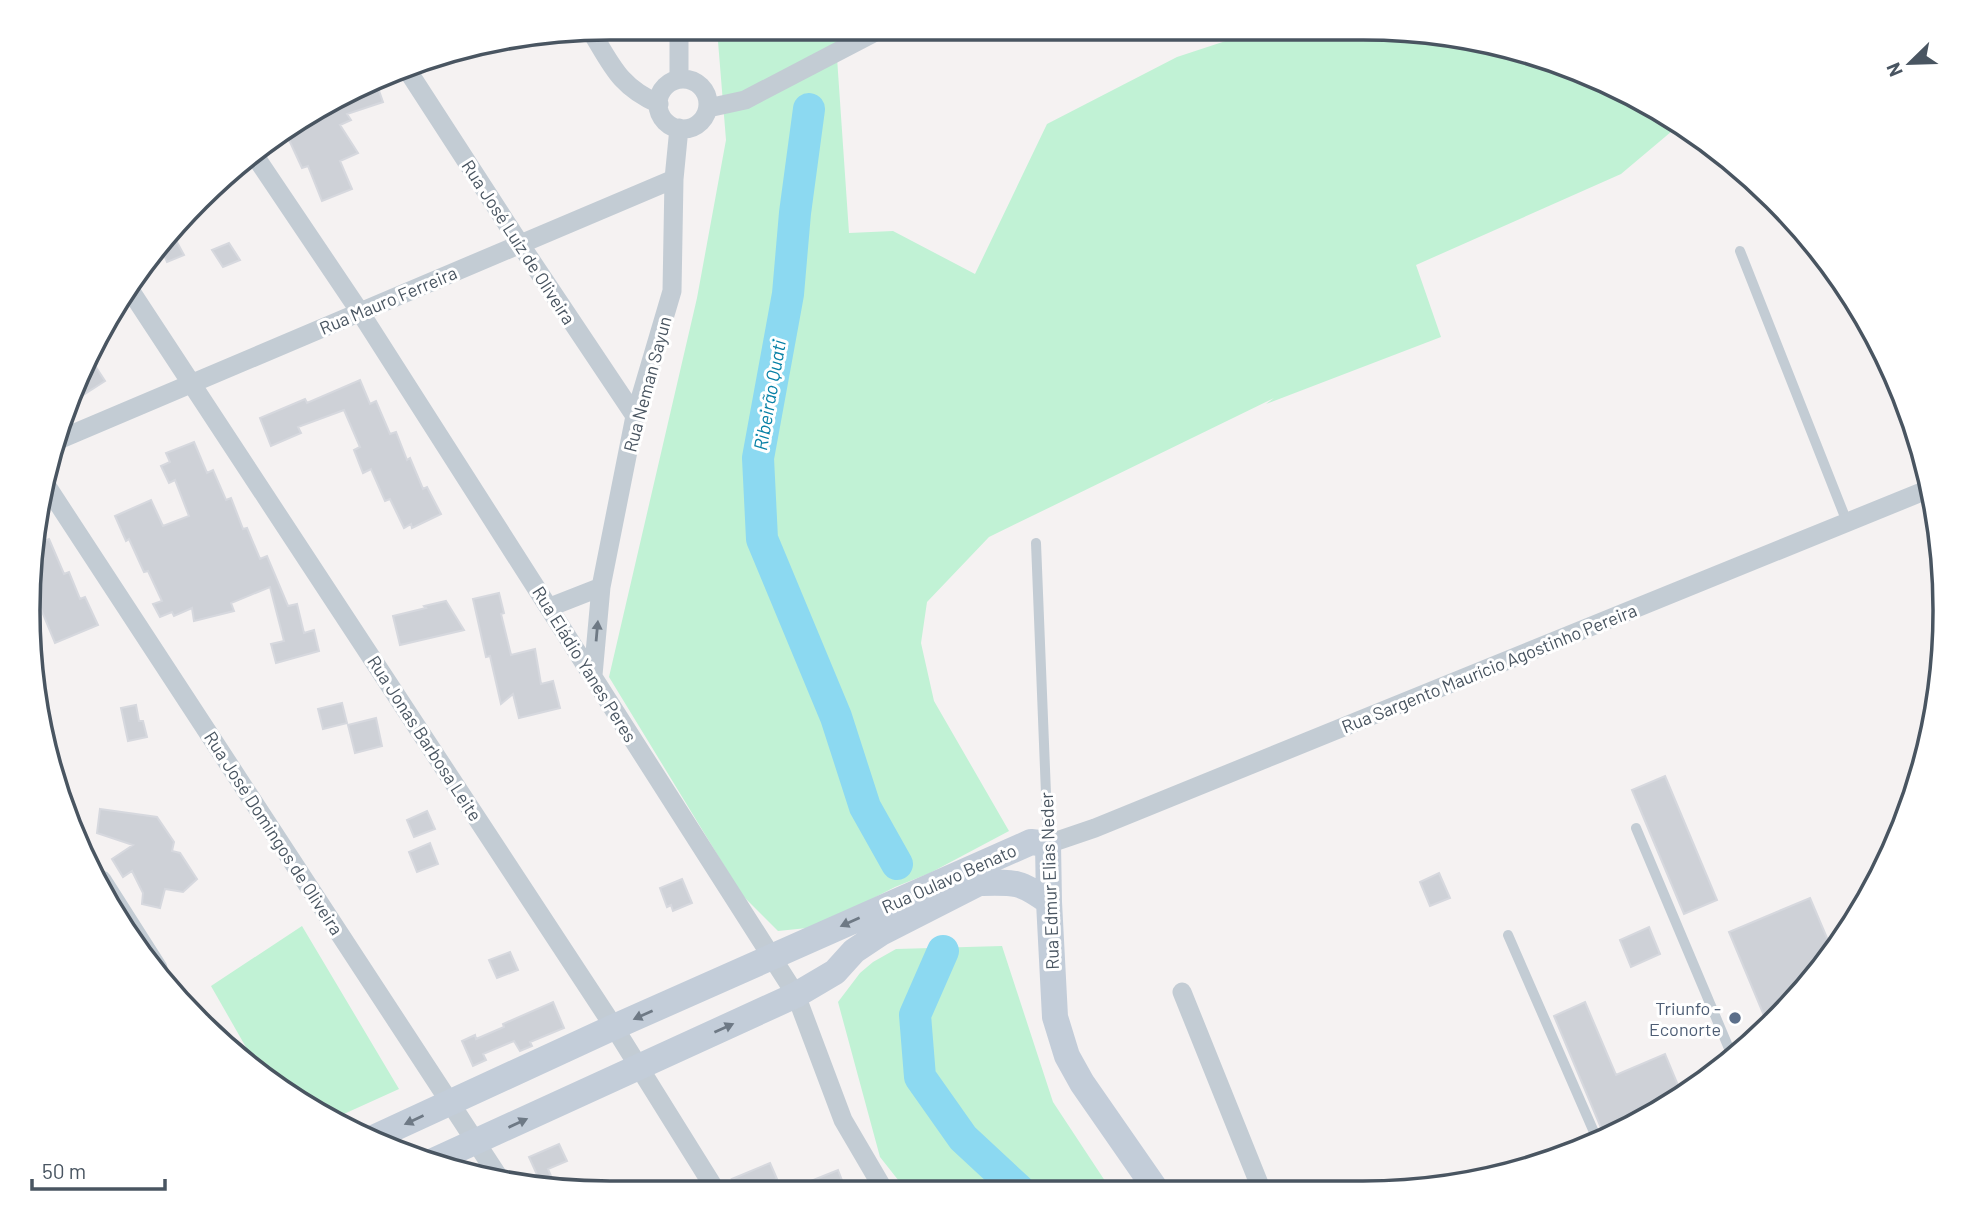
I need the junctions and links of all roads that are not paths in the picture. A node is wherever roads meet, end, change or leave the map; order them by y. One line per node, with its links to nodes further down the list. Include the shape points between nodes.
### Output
○ ○ ○ ○
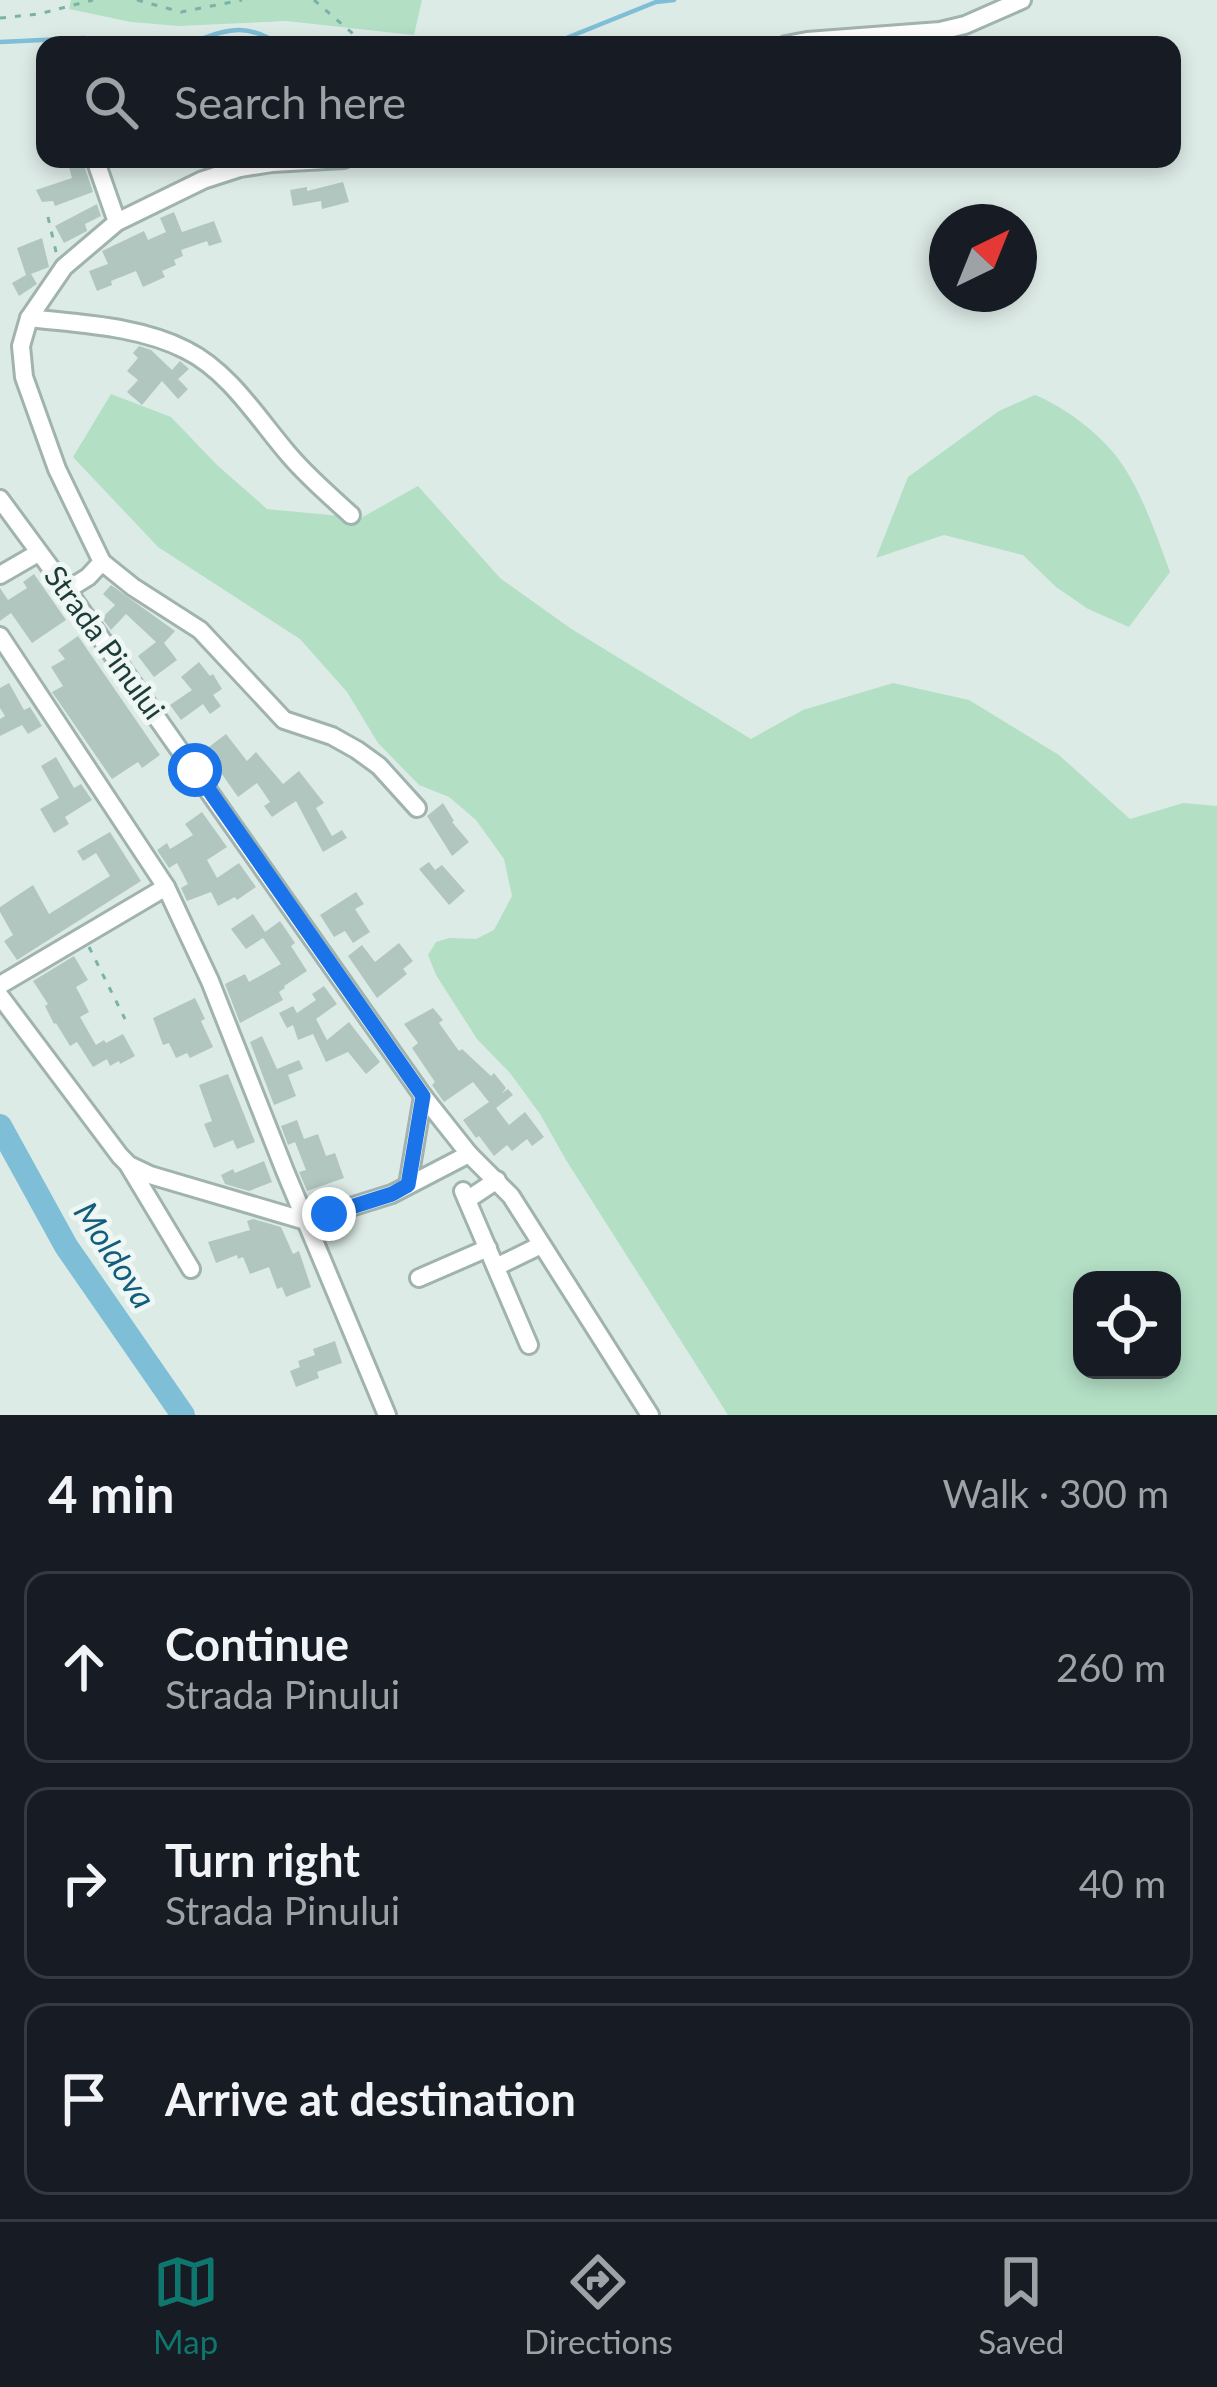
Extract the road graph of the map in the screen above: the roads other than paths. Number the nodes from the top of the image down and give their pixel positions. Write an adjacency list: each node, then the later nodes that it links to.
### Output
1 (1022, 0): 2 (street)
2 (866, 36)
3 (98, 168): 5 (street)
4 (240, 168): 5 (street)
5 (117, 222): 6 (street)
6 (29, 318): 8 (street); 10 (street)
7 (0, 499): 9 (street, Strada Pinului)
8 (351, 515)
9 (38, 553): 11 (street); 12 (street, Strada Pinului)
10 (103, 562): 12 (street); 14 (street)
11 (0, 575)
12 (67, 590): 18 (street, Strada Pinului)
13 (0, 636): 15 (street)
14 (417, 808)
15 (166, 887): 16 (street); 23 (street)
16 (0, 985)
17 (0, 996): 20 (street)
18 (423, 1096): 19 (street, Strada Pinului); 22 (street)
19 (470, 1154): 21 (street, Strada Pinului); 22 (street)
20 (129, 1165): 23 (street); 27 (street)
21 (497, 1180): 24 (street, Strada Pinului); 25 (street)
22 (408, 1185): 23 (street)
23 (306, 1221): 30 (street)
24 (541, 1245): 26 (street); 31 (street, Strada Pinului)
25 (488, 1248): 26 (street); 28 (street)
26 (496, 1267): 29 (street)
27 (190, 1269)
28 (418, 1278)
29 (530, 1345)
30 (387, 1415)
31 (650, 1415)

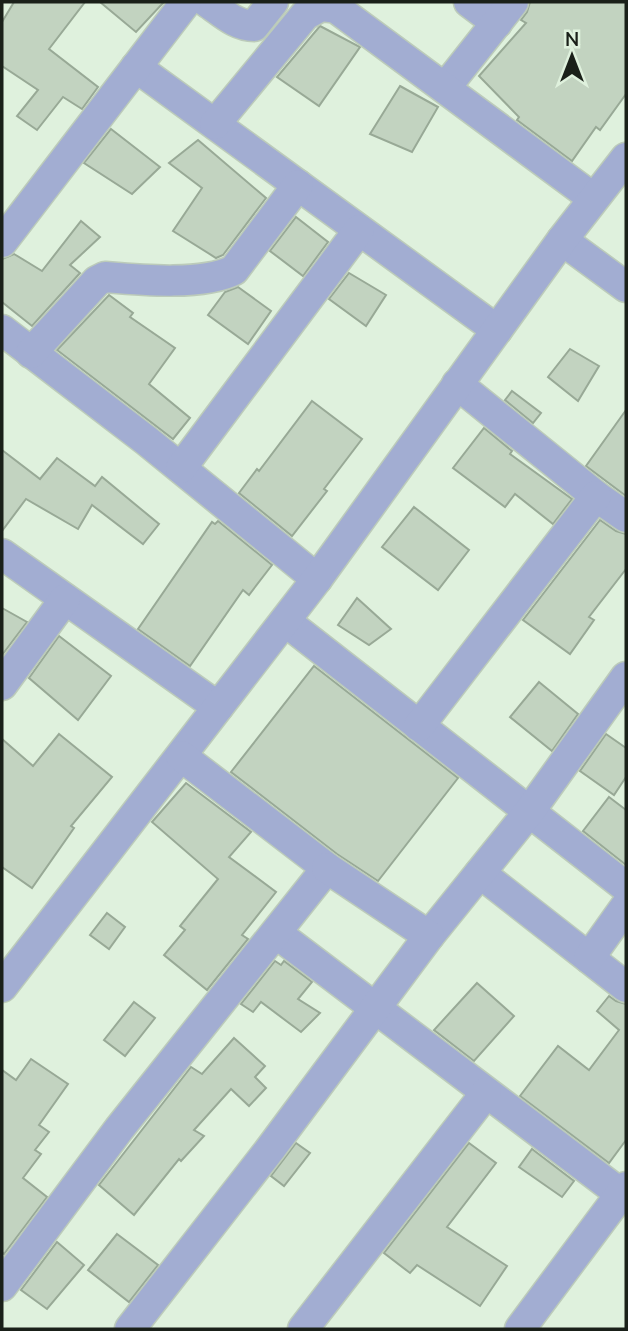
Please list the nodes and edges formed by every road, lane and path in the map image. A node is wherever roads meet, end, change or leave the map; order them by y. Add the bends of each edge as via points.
○ ○ ○ ○
Look over the entries above. Copy every line that contains the word "meet".

- [Result of this task]:
I need the junctions and links of all roads that are not paths in the picture. A node is wherever roads meet, end, change or leave the map; order them by y. One line per node, with its links to nodes further down the list. Include the shape points between nodes.
Please list the nodes and edges formed by every road, lane and path in the map image. A node is wherever roads meet, end, change or leave the map; order them by y. Add the bends of each edge as via points.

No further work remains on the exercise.